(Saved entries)
#####
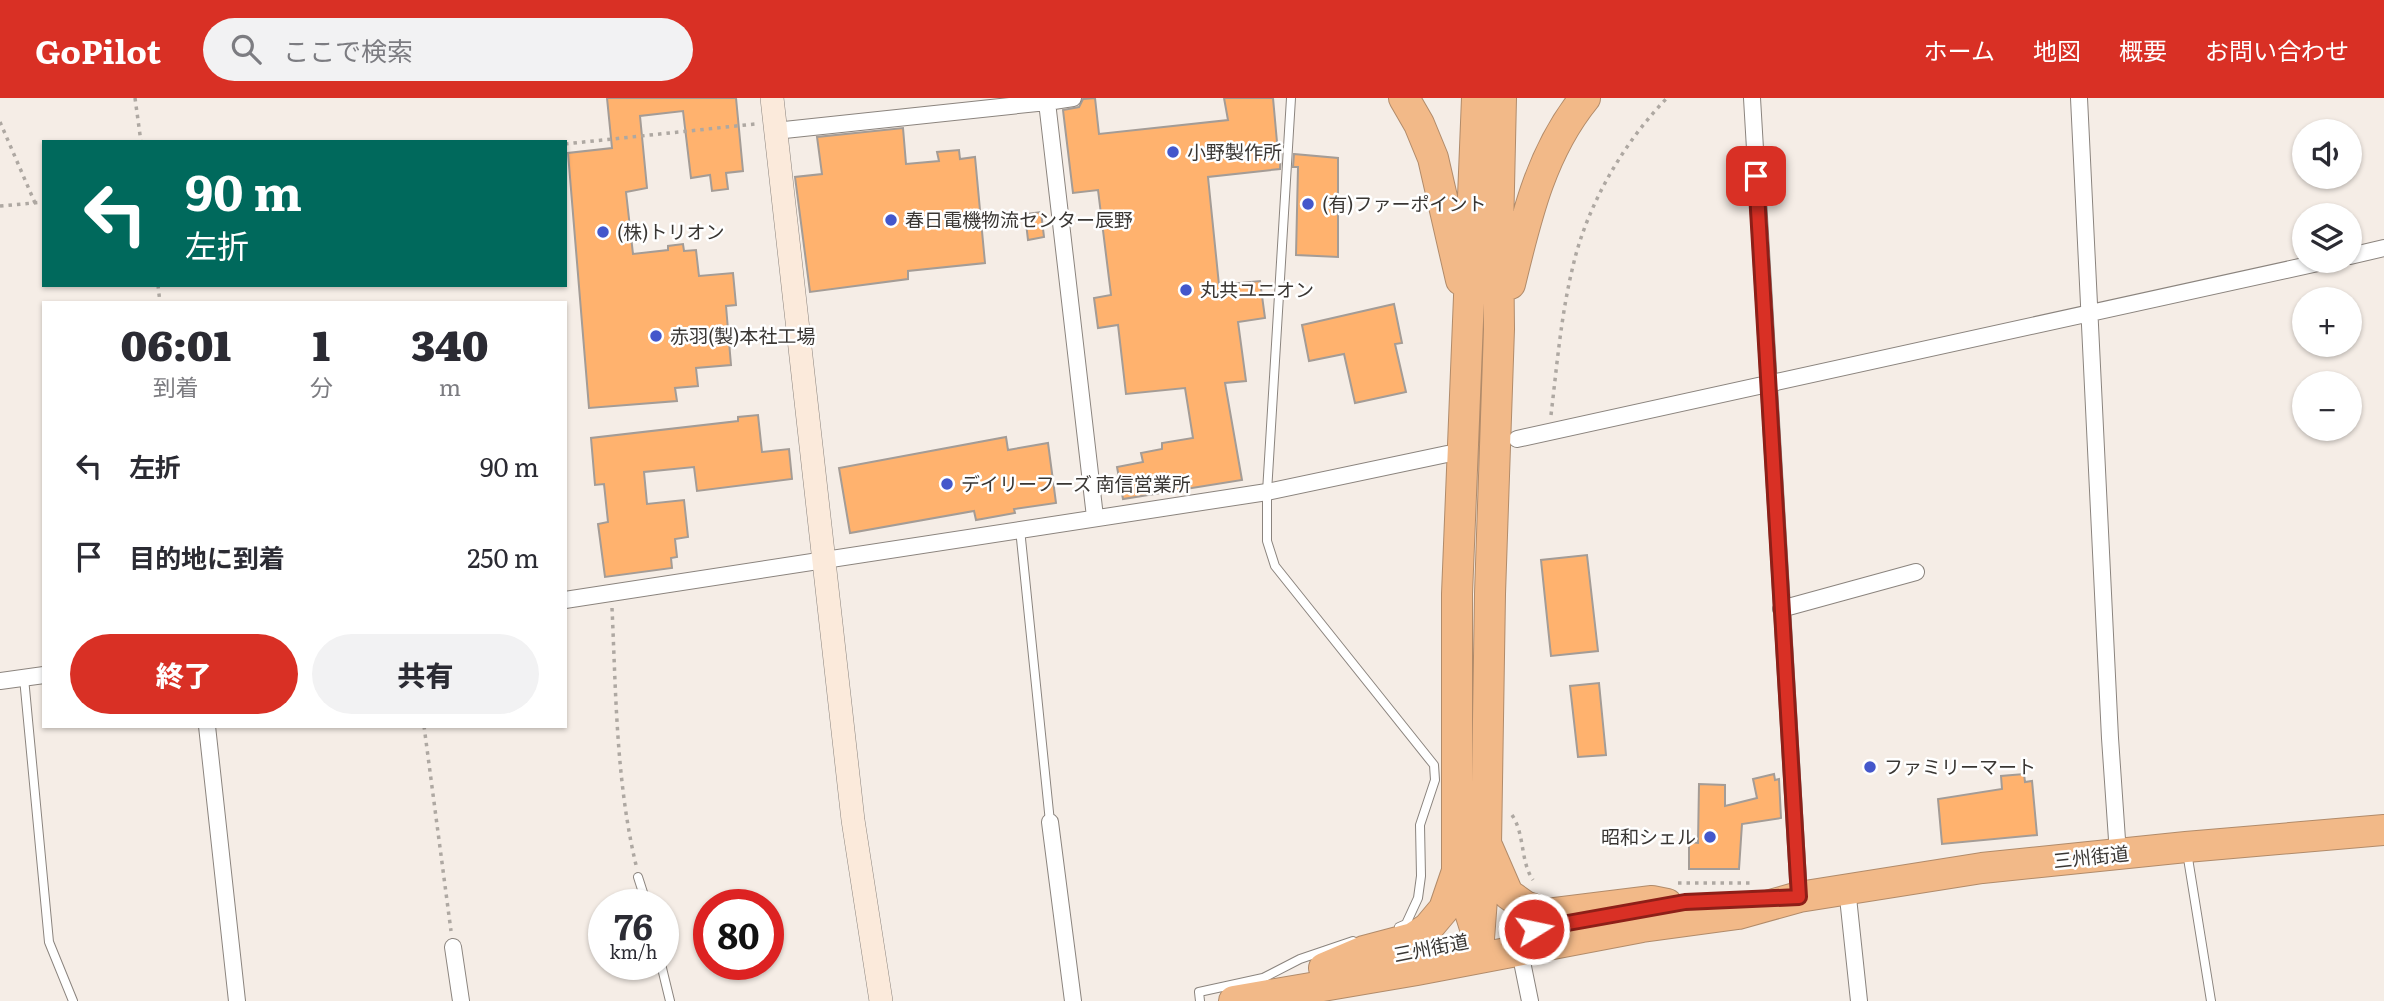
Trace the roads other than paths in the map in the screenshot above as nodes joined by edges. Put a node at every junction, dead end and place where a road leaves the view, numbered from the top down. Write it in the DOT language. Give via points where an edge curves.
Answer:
graph roads {
  1 [pos="772,98"];
  2 [pos="1073,98"];
  3 [pos="1291,98"];
  4 [pos="1404,98"];
  5 [pos="1477,98"];
  6 [pos="1501,98"];
  7 [pos="1585,98"];
  8 [pos="1752,98"];
  9 [pos="2079,98"];
  10 [pos="1047,102"];
  11 [pos="775,127"];
  12 [pos="2384,248"];
  13 [pos="2362,253"];
  14 [pos="2292,269"];
  15 [pos="2091,312"];
  16 [pos="1469,314"];
  17 [pos="1499,329"];
  18 [pos="1768,384"];
  19 [pos="1517,439"];
  20 [pos="1447,454"];
  21 [pos="1267,492"];
  22 [pos="1095,517"];
  23 [pos="1020,530"];
  24 [pos="825,561"];
  25 [pos="1916,572"];
  26 [pos="567,600"];
  27 [pos="1780,609"];
  28 [pos="42,675"];
  29 [pos="24,678"];
  30 [pos="0,681"];
  31 [pos="207,728"];
  32 [pos="1050,822"];
  33 [pos="2384,830"];
  34 [pos="1486,845"];
  35 [pos="2186,847"];
  36 [pos="2119,853"];
  37 [pos="1457,871"];
  38 [pos="638,877"];
  39 [pos="1847,888"];
  40 [pos="642,889"];
  41 [pos="1799,897"];
  42 [pos="1667,904"];
  43 [pos="1394,928"];
  44 [pos="1368,936"];
  45 [pos="1479,939"];
  46 [pos="1518,941"];
  47 [pos="453,947"];
  48 [pos="1324,968"];
  49 [pos="1417,970"];
  50 [pos="665,980"];
  51 [pos="1277,993"];
  52 [pos="74,1001"];
  53 [pos="237,1001"];
  54 [pos="461,1001"];
  55 [pos="670,1001"];
  56 [pos="881,1001"];
  57 [pos="1073,1001"];
  58 [pos="1200,1001"];
  59 [pos="1234,1001"];
  60 [pos="1530,1001"];
  61 [pos="1859,1001"];
  62 [pos="2211,1001"];
  1 -- 11 [label="street"];
  2 -- 10 [label="street"];
  3 -- 21 [label="lane"];
  4 -- 16 [label="highway" via="1433,158"];
  5 -- 16 [label="highway"];
  6 -- 17 [label="highway"];
  7 -- 17 [label="highway" via="1546,161 1531,198"];
  8 -- 18 [label="street"];
  9 -- 15 [label="street"];
  10 -- 11 [label="street"];
  10 -- 22 [label="street"];
  11 -- 24 [label="street"];
  12 -- 13 [label="street"];
  14 -- 15 [label="street"];
  15 -- 18 [label="street"];
  15 -- 36 [label="street"];
  16 -- 37 [label="highway" via="1457,594"];
  17 -- 34 [label="highway"];
  18 -- 19 [label="street"];
  18 -- 27 [label="street"];
  20 -- 21 [label="street"];
  21 -- 22 [label="street"];
  21 -- 43 [label="lane" via="1267,541 1275,566 1434,765 1435,780 1420,825 1418,898 1406,924"];
  22 -- 23 [label="street"];
  23 -- 24 [label="street"];
  23 -- 32 [label="lane"];
  24 -- 26 [label="street"];
  24 -- 56 [label="street" via="853,820"];
  25 -- 27 [label="street"];
  27 -- 41 [label="street"];
  28 -- 29 [label="street"];
  29 -- 30 [label="street"];
  29 -- 52 [label="lane" via="49,942"];
  31 -- 53 [label="street"];
  32 -- 57 [label="street"];
  33 -- 35 [label="highway, 三州街道"];
  34 -- 42 [label="highway" via="1508,894 1547,914 1652,901"];
  34 -- 45 [label="highway"];
  35 -- 36 [label="highway, 三州街道"];
  35 -- 62 [label="lane"];
  36 -- 39 [label="highway, 三州街道"];
  37 -- 45 [label="highway"];
  37 -- 48 [label="highway" via="1444,909 1428,928 1413,938"];
  38 -- 40 [label="lane"];
  39 -- 41 [label="highway, 三州街道"];
  39 -- 61 [label="street"];
  41 -- 42 [label="highway, 三州街道"];
  41 -- 46 [label="highway, 三州街道" via="1738,914"];
  42 -- 46 [label="highway, 三州街道"];
  44 -- 58 [label="lane" via="1263,978 1199,992"];
  45 -- 46 [label="highway"];
  45 -- 48 [label="highway, 三州街道"];
  45 -- 49 [label="highway" via="1460,955"];
  46 -- 49 [label="highway, 三州街道"];
  46 -- 60 [label="street"];
  47 -- 54 [label="street"];
  48 -- 51 [label="highway, 三州街道"];
  49 -- 51 [label="highway, 三州街道"];
  50 -- 55 [label="lane"];
  51 -- 59 [label="highway, 三州街道"];
}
#####
Assigned task: A faithful, complete copy of the records above is required, one that contains no pictures.

Answer to this exercise:
Trace the roads other than paths in the map in the screenshot above as nodes joined by edges. Put a node at every junction, dead end and place where a road leaves the view, numbered from the top down. Write it in the DOT language. Give via points where an edge curves.
Answer:
graph roads {
  1 [pos="772,98"];
  2 [pos="1073,98"];
  3 [pos="1291,98"];
  4 [pos="1404,98"];
  5 [pos="1477,98"];
  6 [pos="1501,98"];
  7 [pos="1585,98"];
  8 [pos="1752,98"];
  9 [pos="2079,98"];
  10 [pos="1047,102"];
  11 [pos="775,127"];
  12 [pos="2384,248"];
  13 [pos="2362,253"];
  14 [pos="2292,269"];
  15 [pos="2091,312"];
  16 [pos="1469,314"];
  17 [pos="1499,329"];
  18 [pos="1768,384"];
  19 [pos="1517,439"];
  20 [pos="1447,454"];
  21 [pos="1267,492"];
  22 [pos="1095,517"];
  23 [pos="1020,530"];
  24 [pos="825,561"];
  25 [pos="1916,572"];
  26 [pos="567,600"];
  27 [pos="1780,609"];
  28 [pos="42,675"];
  29 [pos="24,678"];
  30 [pos="0,681"];
  31 [pos="207,728"];
  32 [pos="1050,822"];
  33 [pos="2384,830"];
  34 [pos="1486,845"];
  35 [pos="2186,847"];
  36 [pos="2119,853"];
  37 [pos="1457,871"];
  38 [pos="638,877"];
  39 [pos="1847,888"];
  40 [pos="642,889"];
  41 [pos="1799,897"];
  42 [pos="1667,904"];
  43 [pos="1394,928"];
  44 [pos="1368,936"];
  45 [pos="1479,939"];
  46 [pos="1518,941"];
  47 [pos="453,947"];
  48 [pos="1324,968"];
  49 [pos="1417,970"];
  50 [pos="665,980"];
  51 [pos="1277,993"];
  52 [pos="74,1001"];
  53 [pos="237,1001"];
  54 [pos="461,1001"];
  55 [pos="670,1001"];
  56 [pos="881,1001"];
  57 [pos="1073,1001"];
  58 [pos="1200,1001"];
  59 [pos="1234,1001"];
  60 [pos="1530,1001"];
  61 [pos="1859,1001"];
  62 [pos="2211,1001"];
  1 -- 11 [label="street"];
  2 -- 10 [label="street"];
  3 -- 21 [label="lane"];
  4 -- 16 [label="highway" via="1433,158"];
  5 -- 16 [label="highway"];
  6 -- 17 [label="highway"];
  7 -- 17 [label="highway" via="1546,161 1531,198"];
  8 -- 18 [label="street"];
  9 -- 15 [label="street"];
  10 -- 11 [label="street"];
  10 -- 22 [label="street"];
  11 -- 24 [label="street"];
  12 -- 13 [label="street"];
  14 -- 15 [label="street"];
  15 -- 18 [label="street"];
  15 -- 36 [label="street"];
  16 -- 37 [label="highway" via="1457,594"];
  17 -- 34 [label="highway"];
  18 -- 19 [label="street"];
  18 -- 27 [label="street"];
  20 -- 21 [label="street"];
  21 -- 22 [label="street"];
  21 -- 43 [label="lane" via="1267,541 1275,566 1434,765 1435,780 1420,825 1418,898 1406,924"];
  22 -- 23 [label="street"];
  23 -- 24 [label="street"];
  23 -- 32 [label="lane"];
  24 -- 26 [label="street"];
  24 -- 56 [label="street" via="853,820"];
  25 -- 27 [label="street"];
  27 -- 41 [label="street"];
  28 -- 29 [label="street"];
  29 -- 30 [label="street"];
  29 -- 52 [label="lane" via="49,942"];
  31 -- 53 [label="street"];
  32 -- 57 [label="street"];
  33 -- 35 [label="highway, 三州街道"];
  34 -- 42 [label="highway" via="1508,894 1547,914 1652,901"];
  34 -- 45 [label="highway"];
  35 -- 36 [label="highway, 三州街道"];
  35 -- 62 [label="lane"];
  36 -- 39 [label="highway, 三州街道"];
  37 -- 45 [label="highway"];
  37 -- 48 [label="highway" via="1444,909 1428,928 1413,938"];
  38 -- 40 [label="lane"];
  39 -- 41 [label="highway, 三州街道"];
  39 -- 61 [label="street"];
  41 -- 42 [label="highway, 三州街道"];
  41 -- 46 [label="highway, 三州街道" via="1738,914"];
  42 -- 46 [label="highway, 三州街道"];
  44 -- 58 [label="lane" via="1263,978 1199,992"];
  45 -- 46 [label="highway"];
  45 -- 48 [label="highway, 三州街道"];
  45 -- 49 [label="highway" via="1460,955"];
  46 -- 49 [label="highway, 三州街道"];
  46 -- 60 [label="street"];
  47 -- 54 [label="street"];
  48 -- 51 [label="highway, 三州街道"];
  49 -- 51 [label="highway, 三州街道"];
  50 -- 55 [label="lane"];
  51 -- 59 [label="highway, 三州街道"];
}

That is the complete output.